Une drôle d’ambiance règne en ce moment autour de la discussion budgétaire où beaucoup d’amendements proposés par les députés de la majorité sont retoqués par le gouvernement…

Oui, il s’agit de tentatives effectuées par les députés socialistes pour imposer tel ou tel relèvement d’impôt ou création de taxe nouvelle. Alors bien sûr, c’est un grand classique, lors du travail parlementaire, de voir une floraison d’amendements qui témoignent en général d’une grande créativité fiscale. Mais cette fois-ci, c’est un peu différent. D’abord parce que la totalité des amendements porte sur un alourdissement des prélèvements (je pense par exemple à l’ISF sur les œuvres d’art, ou à la création d’une redevance télé pour les résidences secondaires). Rien du côté des allègements. Et puis, autre originalité, le gouvernement semble la plupart du temps avoir du mal à imposer ses choix. Ce qui se passe sur la taxation des œuvres d’art est très symptomatique : le gouvernement n’en veut pas, et l’a dit à plusieurs reprises, mais les députés vont tout de même présenter un amendement réintégrant dans l’ISF les œuvres de plus de 50.000 euros. Et cet exemple n’est pas le seul…
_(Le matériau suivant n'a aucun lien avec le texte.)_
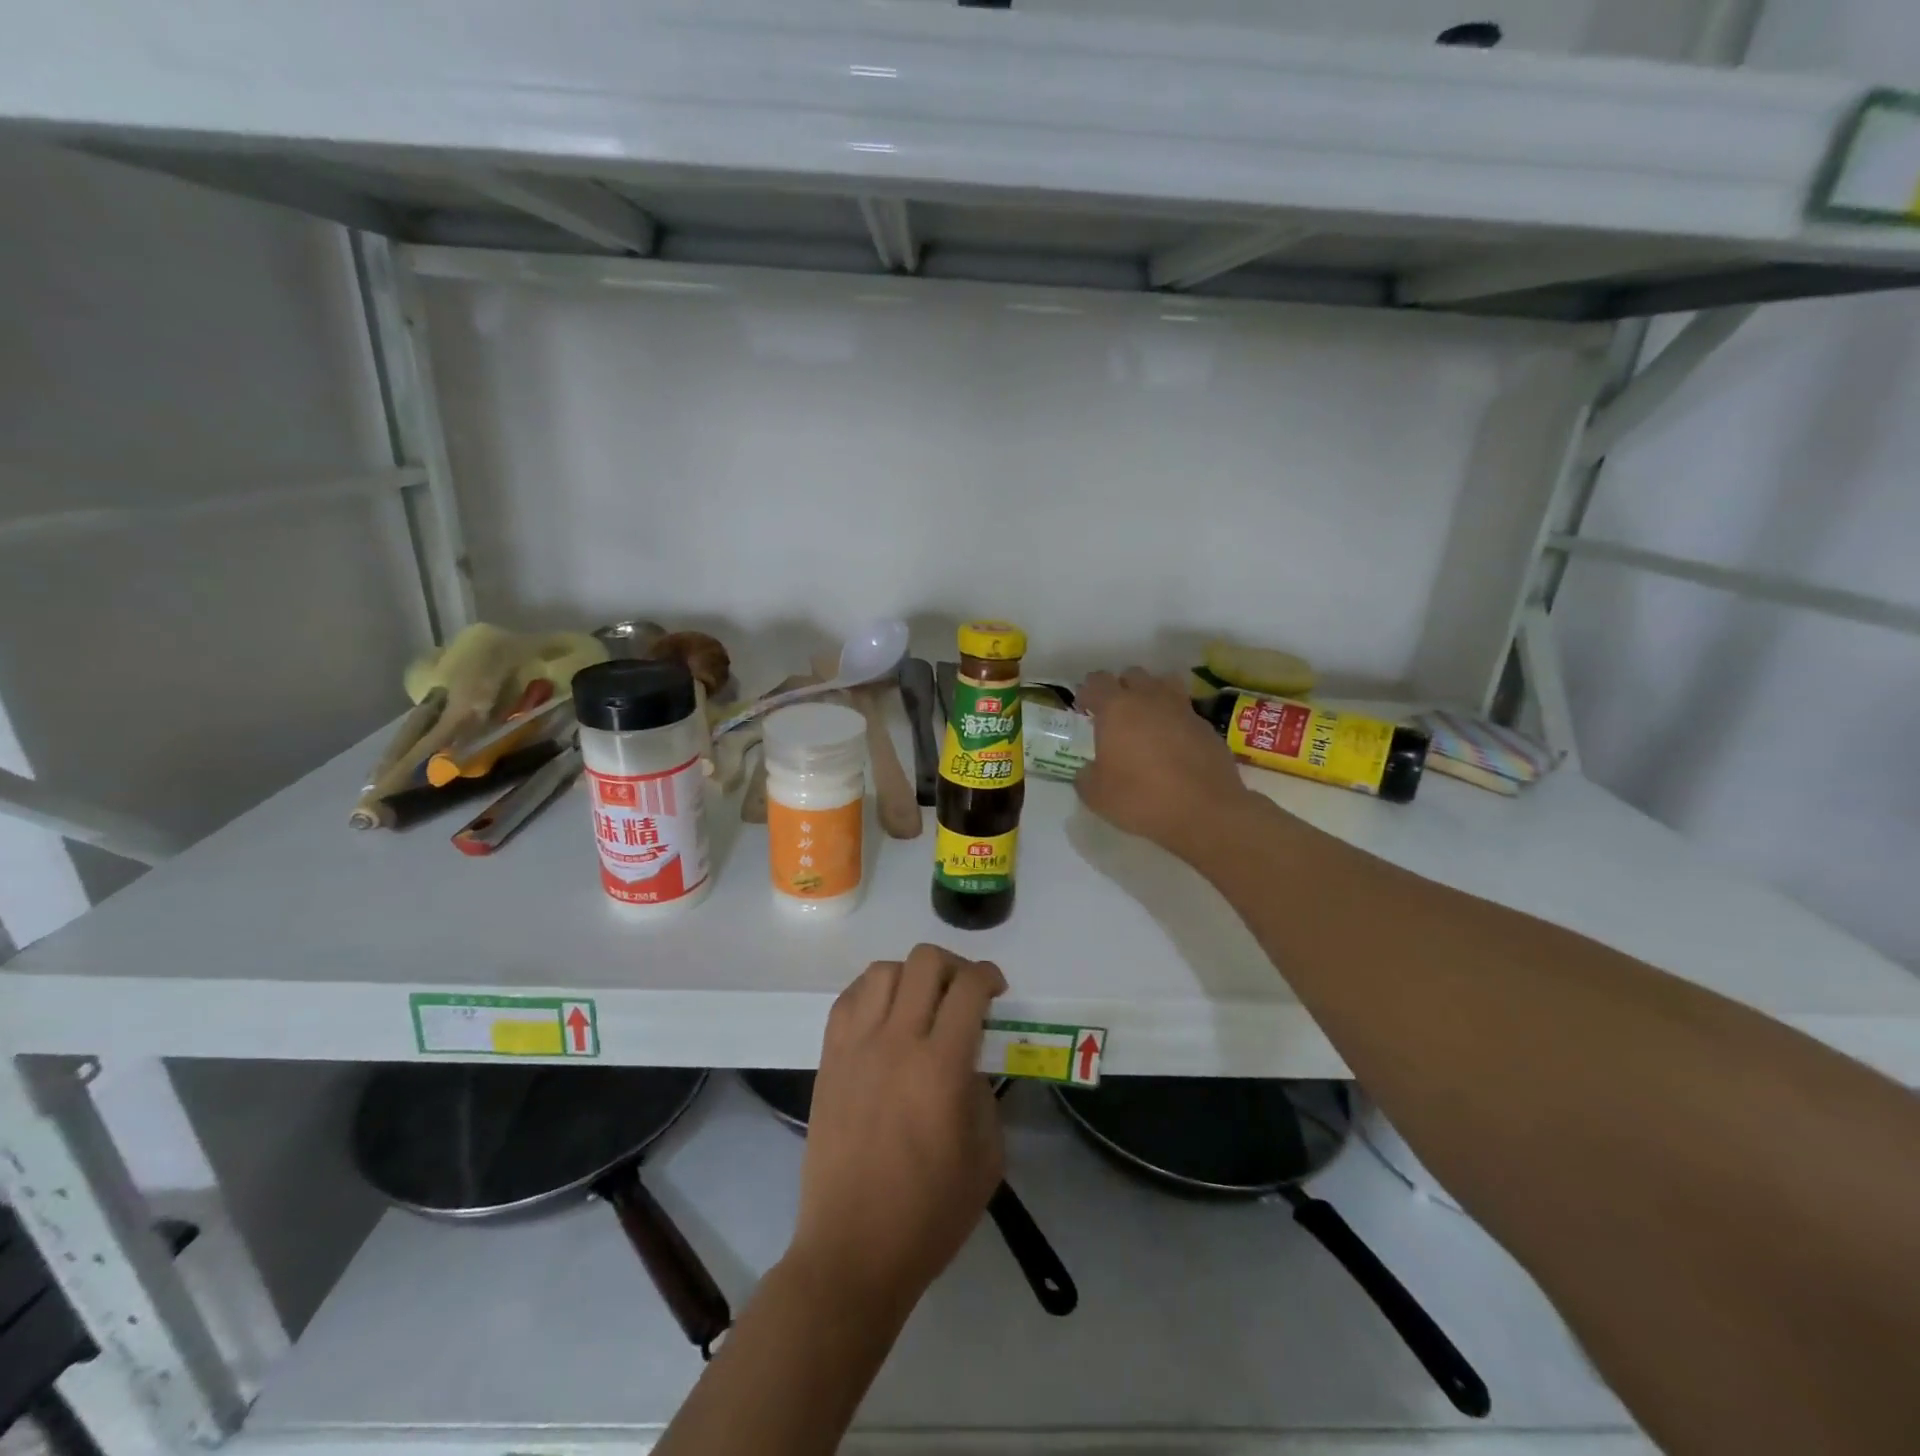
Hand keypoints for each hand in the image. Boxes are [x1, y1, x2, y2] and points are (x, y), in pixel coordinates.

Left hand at [787, 945, 1007, 1322]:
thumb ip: (984, 1095)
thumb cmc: (929, 1214)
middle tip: (964, 993)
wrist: (852, 1251)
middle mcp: (897, 1042)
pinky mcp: (828, 1059)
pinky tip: (886, 1017)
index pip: (968, 988)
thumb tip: (969, 1062)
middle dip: (954, 966)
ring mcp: (855, 1046)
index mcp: (941, 1067)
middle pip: (924, 962)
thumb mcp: (985, 1158)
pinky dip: (873, 992)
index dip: (989, 976)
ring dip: (911, 975)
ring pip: (884, 970)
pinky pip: (849, 999)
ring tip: (922, 1002)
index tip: (996, 990)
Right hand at [1076, 667, 1252, 858]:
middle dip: (1120, 688)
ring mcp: (1182, 709)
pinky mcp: (1205, 726)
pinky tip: (1173, 743)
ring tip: (1146, 719)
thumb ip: (1085, 776)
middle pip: (1132, 675)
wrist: (1205, 812)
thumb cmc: (1142, 799)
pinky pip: (1184, 711)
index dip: (1087, 692)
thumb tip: (1088, 771)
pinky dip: (1174, 719)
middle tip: (1115, 714)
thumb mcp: (1097, 796)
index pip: (1096, 682)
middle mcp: (1149, 699)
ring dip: (1151, 694)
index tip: (1084, 709)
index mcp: (1117, 708)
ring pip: (1163, 684)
Vous pensez bien sûr à ce qui est en train de se produire sur le mariage homosexuel et en particulier sur la PMA, la procréation médicale assistée ?
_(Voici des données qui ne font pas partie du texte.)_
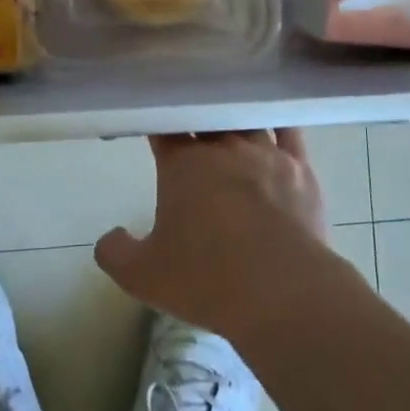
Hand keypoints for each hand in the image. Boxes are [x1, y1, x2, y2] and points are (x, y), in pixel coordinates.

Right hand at [95, 130, 339, 342]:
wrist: (283, 292)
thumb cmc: (208, 279)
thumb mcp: (144, 276)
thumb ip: (116, 253)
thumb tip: (110, 237)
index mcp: (183, 163)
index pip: (165, 127)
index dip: (158, 125)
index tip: (155, 129)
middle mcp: (223, 147)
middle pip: (206, 118)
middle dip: (196, 120)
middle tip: (192, 133)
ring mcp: (265, 152)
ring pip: (245, 120)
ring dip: (234, 122)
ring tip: (230, 125)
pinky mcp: (300, 168)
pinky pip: (288, 131)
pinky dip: (278, 124)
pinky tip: (276, 123)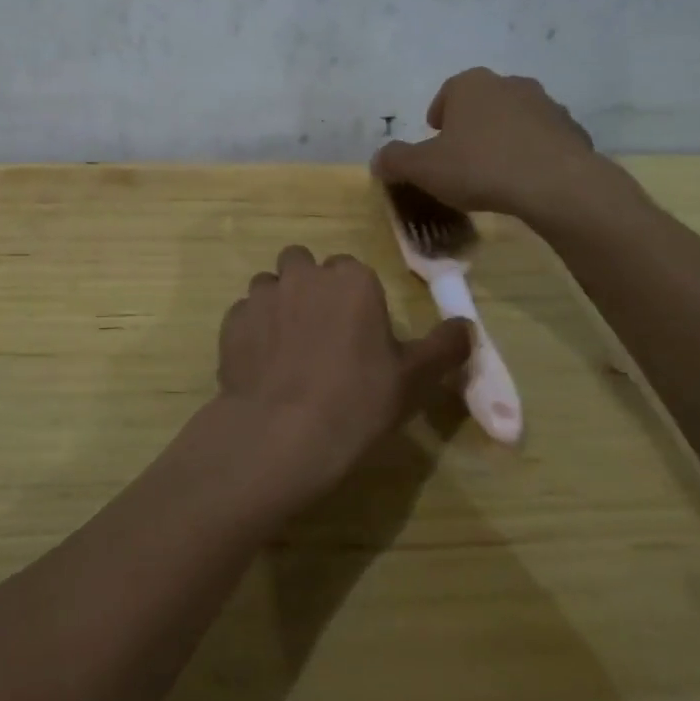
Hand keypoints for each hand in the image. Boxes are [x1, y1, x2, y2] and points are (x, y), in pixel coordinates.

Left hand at [214, 245, 470, 506]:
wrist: (281, 433)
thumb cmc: (357, 402)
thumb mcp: (415, 380)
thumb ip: (445, 347)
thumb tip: (468, 327)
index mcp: (351, 279)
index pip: (352, 270)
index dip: (354, 299)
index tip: (358, 332)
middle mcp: (303, 275)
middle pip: (305, 266)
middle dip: (311, 288)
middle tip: (321, 334)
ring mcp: (262, 295)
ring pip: (270, 286)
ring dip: (278, 305)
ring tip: (287, 350)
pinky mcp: (231, 321)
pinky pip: (244, 315)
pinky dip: (252, 331)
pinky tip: (262, 366)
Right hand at [372, 66, 640, 232]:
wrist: (555, 184)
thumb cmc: (479, 167)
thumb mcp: (423, 169)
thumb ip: (396, 161)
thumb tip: (378, 160)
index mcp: (470, 85)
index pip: (447, 94)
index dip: (438, 118)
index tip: (436, 141)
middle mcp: (509, 84)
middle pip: (482, 103)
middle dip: (471, 126)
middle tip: (462, 158)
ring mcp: (546, 104)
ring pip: (514, 119)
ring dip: (503, 137)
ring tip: (495, 172)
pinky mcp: (572, 130)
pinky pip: (543, 140)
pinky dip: (532, 154)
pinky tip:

Exactement : le gouvernement ne souhaite pas rendre possible cette PMA, et pourtant le Président du groupe socialiste lui-même va proposer sa légalisation. Comme vous le voyez, ces différends ne portent pas sur des sujets mineurs. Il s’agit même de problèmes de fond, sur lesquels les options entre le gouvernement et l’Assemblée vont bien au-delà de simples nuances. Regardez ce qui s’est passé au moment du vote du Traité Budgétaire : la gauche a été minoritaire au Sénat, et les députés socialistes qui ont voté « non » (ceux qui sont proches de Benoît Hamon) ont même publié un communiqué de victoire, ce qui fait quand même assez « provoc’ ».

Cela dit, ce genre de désaccord n’est pas rare, et nous ne sommes plus au temps des parlementaires « godillots » !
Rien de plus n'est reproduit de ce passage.